Fine-grained log data for each student was parsed into sessions, wherein an individual session represents an instance of a student opening a particular video in a course. A session thus encapsulates all actions from that point until the student left the video page or the browser connection timed out. In order to account for misclicks leading to seconds-long sessions on an unintended video, we then filtered out all empty sessions where no student actions were recorded beyond opening and closing the video. Further, as we were interested in the behaviors of students who would watch every lecture video, only those who completed the full course were included. We filtered out data from those who dropped the course early or failed the course due to academic dishonesty. 4, 2, and 1 students were left out for these reasons in the Fall'14, Spring'15, and Fall'15 semesters respectively. After removing data from those who opted out of the study and those who were filtered out, our dataset included data from 75.6% of students from all semesters.
The filtered set of sessions was then used to calculate various metrics for student interactions on videos in the course including data about content coverage and viewing punctuality. We will discuss the details of each of these metrics alongside the data in the following section.
Results in this section are structured around the first three research questions (RQ1-RQ3) posed in the introduction.
• Student Preparation (RQ1)
We examine students' preparation for the flipped class sessions using three primary metrics: videos viewed, coverage, and punctuality. Videos viewed examines the tendency of students to open videos at all. Coverage statistics measure the percentage of each video played by a student. Punctuality deals with the time at which students accessed the content for the first time, with the hope being that students accessed content prior to the assigned class period. Table 2 compares differences between averages for these values in each course. We present results of these analyses in turn.

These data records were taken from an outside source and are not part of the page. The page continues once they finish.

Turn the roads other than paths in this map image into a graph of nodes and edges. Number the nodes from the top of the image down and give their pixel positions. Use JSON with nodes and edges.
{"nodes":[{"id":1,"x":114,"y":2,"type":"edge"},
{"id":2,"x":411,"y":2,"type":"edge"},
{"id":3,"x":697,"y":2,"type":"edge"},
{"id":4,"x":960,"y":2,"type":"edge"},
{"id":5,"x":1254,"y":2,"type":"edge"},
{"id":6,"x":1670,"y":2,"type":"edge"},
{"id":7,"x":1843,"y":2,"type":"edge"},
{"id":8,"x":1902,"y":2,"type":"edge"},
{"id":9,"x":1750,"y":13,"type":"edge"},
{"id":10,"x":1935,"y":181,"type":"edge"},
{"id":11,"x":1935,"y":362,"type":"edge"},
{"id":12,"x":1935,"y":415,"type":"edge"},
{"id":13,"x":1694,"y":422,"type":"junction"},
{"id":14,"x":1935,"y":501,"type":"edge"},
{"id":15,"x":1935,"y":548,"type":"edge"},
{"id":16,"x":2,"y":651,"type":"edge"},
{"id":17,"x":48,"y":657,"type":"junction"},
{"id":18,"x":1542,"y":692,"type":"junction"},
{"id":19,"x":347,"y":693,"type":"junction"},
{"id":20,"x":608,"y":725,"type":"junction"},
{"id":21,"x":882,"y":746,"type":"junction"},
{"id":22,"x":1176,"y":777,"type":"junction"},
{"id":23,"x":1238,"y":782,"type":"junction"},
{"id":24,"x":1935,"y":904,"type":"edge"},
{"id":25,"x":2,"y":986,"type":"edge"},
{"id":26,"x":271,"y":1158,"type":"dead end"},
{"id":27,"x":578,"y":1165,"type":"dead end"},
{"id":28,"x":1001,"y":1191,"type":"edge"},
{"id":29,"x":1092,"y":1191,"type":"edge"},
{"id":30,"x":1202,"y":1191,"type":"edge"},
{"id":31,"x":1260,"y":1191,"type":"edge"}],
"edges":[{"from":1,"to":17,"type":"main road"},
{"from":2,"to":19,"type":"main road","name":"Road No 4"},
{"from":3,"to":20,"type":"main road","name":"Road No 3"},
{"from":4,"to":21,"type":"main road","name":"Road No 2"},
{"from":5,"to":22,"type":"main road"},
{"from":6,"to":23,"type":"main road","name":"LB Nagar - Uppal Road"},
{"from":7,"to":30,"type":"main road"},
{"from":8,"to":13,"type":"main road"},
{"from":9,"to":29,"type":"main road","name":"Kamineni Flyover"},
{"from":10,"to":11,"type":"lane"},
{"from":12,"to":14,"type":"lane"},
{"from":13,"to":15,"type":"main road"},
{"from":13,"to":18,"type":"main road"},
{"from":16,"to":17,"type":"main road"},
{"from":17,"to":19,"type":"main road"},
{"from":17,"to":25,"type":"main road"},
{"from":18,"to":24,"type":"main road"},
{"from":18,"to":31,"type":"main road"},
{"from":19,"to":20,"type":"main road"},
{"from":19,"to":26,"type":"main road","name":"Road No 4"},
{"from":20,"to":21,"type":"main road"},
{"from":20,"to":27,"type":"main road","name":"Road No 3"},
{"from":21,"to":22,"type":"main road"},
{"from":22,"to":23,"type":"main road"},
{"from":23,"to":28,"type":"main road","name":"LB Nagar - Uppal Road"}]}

The first of these metrics, videos viewed, is the percentage of videos accessed by students out of the 25 videos in the course. This is a common measure of compliance reported in several other studies [6, 10], but here it is computed from objective log file data rather than self-reports. Figure 1a presents this viewing percentage over time for each video in the term. Shaded regions represent pairs of videos due on a single class day. For every class, the first video is very high, with over 90% of the class watching it. A pronounced decreasing trend in viewing is apparent in Fall'14, though Spring'15 and Fall'15 remain fairly high throughout the semester, with some videos having a 100% access rate.
A one-way ANOVA showed statistically significant differences in video viewing between the groups (F(2, 56) = 36.40, p < 0.001) (see Table 2). Post-hoc, pair-wise analysis with Bonferroni correction identified Fall'14 students as accessing significantly fewer videos than either Spring'15 (p < 0.001) or Fall'15 (p < 0.001). However, there was not a significant difference between Spring'15 and Fall'15.
An obvious limitation of the videos viewed metric is that it simply provides a binary measure of whether a student has accessed a video, and does not account for how much of a video was actually watched during a session. Thus we define content coverage as the proportion of each video actually played by the student. It is computed using data about play-head positioning when various actions take place within a session (e.g., play, pause, seek, etc.).1 For each student we computed the average coverage across all 25 videos and then a class average from these partial averages, which can be seen in Table 2.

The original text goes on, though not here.